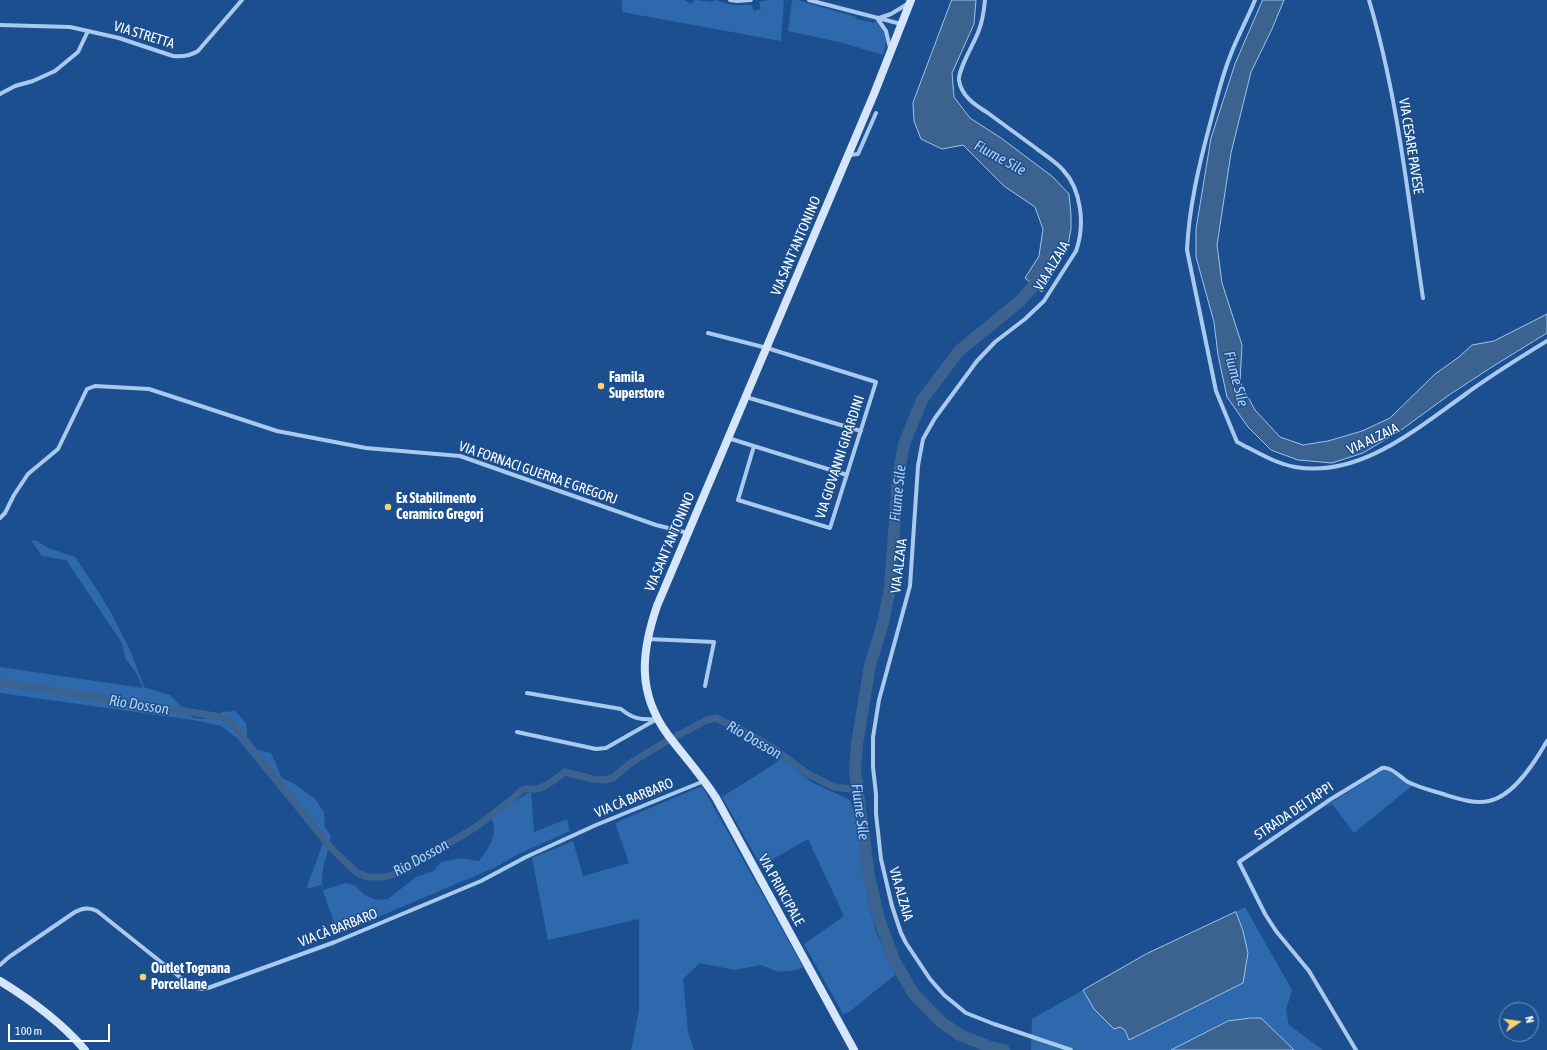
<!DOCTYPE html>
<meta charset="utf-8">
<style>
body{margin:0}
#map{position:relative;width:1547px;height:1050px;overflow:hidden;background:#1b4f8f;font-family:"Asap Condensed",sans-serif}
canvas{display:block}
.north{position:absolute;left:1499px;top:1002px;width:40px;height:40px;box-sizing:border-box;background:#1b4f8f;border:1px solid #7695bc;border-radius:50%;rotate:77deg;font-size:11px;font-weight:700;line-height:16px;text-align:center;color:#fff}
.north::after{content:'';display:block;margin:auto;width:14px;height:18px;background:#ffd166;clip-path:polygon(50% 0,100% 100%,50% 72%,0 100%)}
.scale{position:absolute;left:8px;top:1024px;width:102px;height:18px;box-sizing:border-box;border:2px solid #fff;border-top:0;padding-left:5px;font-size:12px;line-height:14px;white-space:nowrap;color:#fff;-webkit-text-stroke:3px #1b4f8f;paint-order:stroke}
</style>
<div id="map">
<canvas width="1547" height="1050"></canvas>
<div class="north">N</div>
<div class="scale">100 m</div>
</div>
<script>
const ctx = document.querySelector('canvas').getContext('2d');
ctx.lineJoin = 'round';
function fill(path, color) { ctx.fillStyle = color; ctx.fill(path, 'evenodd'); }
function stroke(path, color, width, dash) { ctx.strokeStyle = color; ctx.lineWidth = width; ctx.lineCap = dash ? 'butt' : 'round'; ctx.setLineDash(dash || []); ctx.stroke(path); }
function label(font, color, halo, rows, align = 'center') {
  ctx.font = font + ' "Asap Condensed",sans-serif'; ctx.lineWidth = 3; ctx.setLineDash([]); ctx.textBaseline = 'middle'; ctx.strokeStyle = halo; ctx.fillStyle = color; for (const [text, x, y, turn = 0] of rows) {
    ctx.save(); ctx.translate(x, y); ctx.rotate((+turn || 0) * Math.PI / 180); ctx.textAlign = isNaN(turn) ? turn : align; if (halo) ctx.strokeText(text, 0, 0); ctx.fillText(text, 0, 0); ctx.restore();
  }
}
const green = new Path2D(`
 M622 0H685L691 4 695 0 713 2 714 0 733 5H752L754 11 761 9 759 2 768 0H784L781 41 622 12Z
 M792 0H797L856 17V19L874 23V21C887 30 888 41 883 55L843 43 788 31Z
 M31 540 37 541 48 548 75 557 94 585 110 611 131 652 144 687 170 695 193 718 205 719 223 712 235 711 246 723 248 745 261 751 271 753 282 778 293 783 315 799 324 812 325 827 331 836C328 854 319 872 323 890L346 883 354 885 365 895 376 900 388 899 416 877 434 871 441 862 461 858 479 861C489 848 499 834 491 817L531 791 534 832 567 819 570 831 520 853 496 867 338 934 321 885 306 889 323 843 237 738 221 726 193 720 0 693V667L143 688 137 674 125 658 122 643 66 560 42 556Z
 M781 757 811 782 850 800 857 821 868 901 876 932 895 975 849 1012 843 1014 804 944 844 916 808 839 761 866 722 797 774 764Z
 M1386 768 1413 785 1354 833 1332 804 1321 809Z
 M702 786 803 967 797 970 778 972 761 965 734 970 700 963 683 979 688 1031 694 1050H631L639 1011V919L548 940 532 858 573 841 583 876 629 863 615 823Z
 M1245 907 1292 990 1286 1010 1289 1025 1323 1050H1294L1261 1018H1251L1228 1021 1171 1050H1031L1032 1019 1083 990 1094 1009 1125 1030 1129 1040 1238 915 1236 912Z`);
const water = new Path2D(`
 M952 0H976L974 24 952 73 954 97 970 118 1001 138 1053 177 1069 194 1071 215V229L1068 245 1042 292 1025 278 1039 256 1043 229 1035 207 1004 186 963 145 942 149 921 139 914 121 913 103Z
 M1263 0H1284L1272 29 1251 72 1231 153 1217 245 1222 283 1242 345 1240 382 1255 410 1280 437 1303 445 1328 441 1362 431 1390 418 1435 374 1459 357 1472 345 1494 341 1547 314V333L1495 365 1449 395 1401 430 1363 453 1332 463 1298 460 1271 450 1248 427 1227 397 1218 355 1214 322 1196 257V229L1211 138 1235 64Z
 M1236 912 1243 931 1248 953 1243 983 1129 1040 1125 1030 1120 1027 1114 1029 1094 1009 1083 990 1146 954Z
 M1251 1018H1261L1294 1050H1171L1228 1021Z`);
const canal = new Path2D(`
 M0 682 216 716 226 719 233 725 330 847 356 872 367 877H385L399 873 476 827 515 797C527 782 527 793 540 788 549 785 558 777 565 772L593 779 605 780 613 778 629 764 665 742 707 720 716 718 751 735 773 748 808 774 834 787 858 790`);
const river = new Path2D(`
 M1004 1050 990 1047 960 1035 941 1022 913 993 894 960 879 919 869 876 855 770 857 744 870 665 883 623 890 588 898 478 904 444 922 400 959 351 1020 301 1037 282 1042 273`);
const street = new Path2D(`
 M730 0 737 1 751 0
 M809 0 901 24
 M985 0C984 10 983 20 979 30 975 42 958 69 959 80 961 96 975 105 988 113 1004 125 1021 137 1037 149 1046 156 1056 162 1063 170 1082 190 1085 226 1076 251L1044 301 1025 319 995 342 977 361 935 418 923 439 918 466 910 586 879 700 873 737V767L876 794V814L881 859 892 906 901 933 906 943 930 979 944 995 966 1013 994 1024 1071 1050
 M1255 0C1247 20 1236 39 1229 59 1221 80 1216 102 1210 124 1199 165 1189 207 1187 250L1216 391 1237 442C1255 451 1274 463 1295 467 1359 478 1415 430 1463 396 1490 376 1519 358 1547 341
 M1369 0C1398 97 1408 198 1423 298
 M877 18 886 31 890 48
 M879 18 891 14 909 3
 M0 25 70 27 119 38 173 56C183 57 190 56 198 51L242 0
 M0 94 15 86 33 81 55 71 78 52 88 31
 M849 155 858 154 876 113
 M708 333 767 348 876 382 830 528 738 500 754 446
 M746 397 861 431
 M728 438 847 475
 M0 518 5 513 14 495 28 474 58 449 87 389 95 386 149 389 277 431 366 448 460 456 656 525 688 533
 M648 639 714 642 705 686
 M527 693 621 709C633 719 641 720 656 719
 M517 732 596 749 606 748 657 719
 M0 965 9 957 75 912C83 908 89 907 97 911L186 982 195 988 201 989 208 988 335 942 407 912 481 881 526 857 596 825 704 781
 M1356 1050 1309 971 1276 931 1265 914 1239 862 1331 799 1382 768C1391 766 1401 778 1408 782 1420 788 1434 791 1446 795 1459 799 1475 804 1489 801 1514 796 1535 762 1547 741`);
const secondary = new Path2D(`
 M0 981C31 1000 61 1022 85 1050
 M854 1050 716 798C702 776 684 756 668 735 637 693 641 653 657 606L874 94 911 0`);
const markers = [
 [601,386,4,"#ffd166"],
 [388,507,4,"#ffd166"],
 [143,977,4,"#ffd166"]
];
const streetNames = [
 ["VIA STRETTA",144,35,17],
 ["VIA CESARE PAVESE",1411,146,81],
 ["VIA SANT'ANTONINO",796,246,-67],
 ["VIA ALZAIA",1052,266,-59],
 ["VIA ALZAIA",1373,439,-25],
 ["VIA GIOVANNI GIRARDINI",840,457,-72],
 ["VIA FORNACI GUERRA E GREGORJ",538,473,19],
 ["VIA SANT'ANTONINO",670,542,-67],
 ["VIA ALZAIA",899,566,-83],
 ["VIA CÀ BARBARO",634,798,-22],
 ["STRADA DEI TAPPI",1294,811,-34],
 ["VIA PRINCIPALE",781,890,61],
 ["VIA ALZAIA",901,894,74],
 ["VIA CÀ BARBARO",338,928,-21]
];
const poiNames = [
 ["Famila",609,378],
 ["Superstore",609,394],
 ["Ex Stabilimento",396,499],
 ["Ceramico Gregorj",396,515],
 ["Outlet Tognana",151,969],
 ["Porcellane",151,985]
];
const waterNames = [
 ["Fiume Sile",1000,158,29],
 ["Fiume Sile",1236,379,75],
 ["Fiume Sile",898,493,-84],
 ["Rio Dosson",139,705,9],
 ["Rio Dosson",754,740,30],
 ["Fiume Sile",860,812,82],
 ["Rio Dosson",421,858,-29]
];
fill(green, '#2e69ad');
fill(water, '#3c6290');
stroke(water, '#9cc4f0', 1);
stroke(canal, '#3c6290', 7);
stroke(river, '#3c6290', 12);
stroke(street, '#a9c9ee', 4);
stroke(secondary, '#d6e6fa', 8);
for (const [x, y, r, color] of markers) { const dot = new Path2D(); dot.arc(x, y, r, 0, 2 * Math.PI); ctx.fillStyle = color; ctx.fill(dot); stroke(dot, '#1b4f8f', 1.5); }
label('14px', '#fff', '#1b4f8f', streetNames);
label('bold 14px', '#fff', '#1b4f8f', poiNames, 'left');
label('italic 15px', '#b5d3f5', '#1b4f8f', waterNames);
</script>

:::

• **PROBLEM TO WORK ON**
Looking at the entries above, can you reproduce exactly the lines from the one that holds "ctx.save(); ctx.translate(x, y);" through the one that holds "M622 0H685L691 4", and only those?

• **EXERCISE ANSWER**
    ctx.save(); ctx.translate(x, y); ctx.rotate((+turn || 0) * Math.PI / 180); ctx.textAlign = isNaN(turn) ? turn : align; if (halo) ctx.strokeText(text, 0, 0); ctx.fillText(text, 0, 0); ctx.restore();
  }
}
const green = new Path2D(`
 M622 0H685L691 4 695 0 713 2 714 0 733 5H752L754 11 761 9 759 2 768 0H784L781 41 622 12Z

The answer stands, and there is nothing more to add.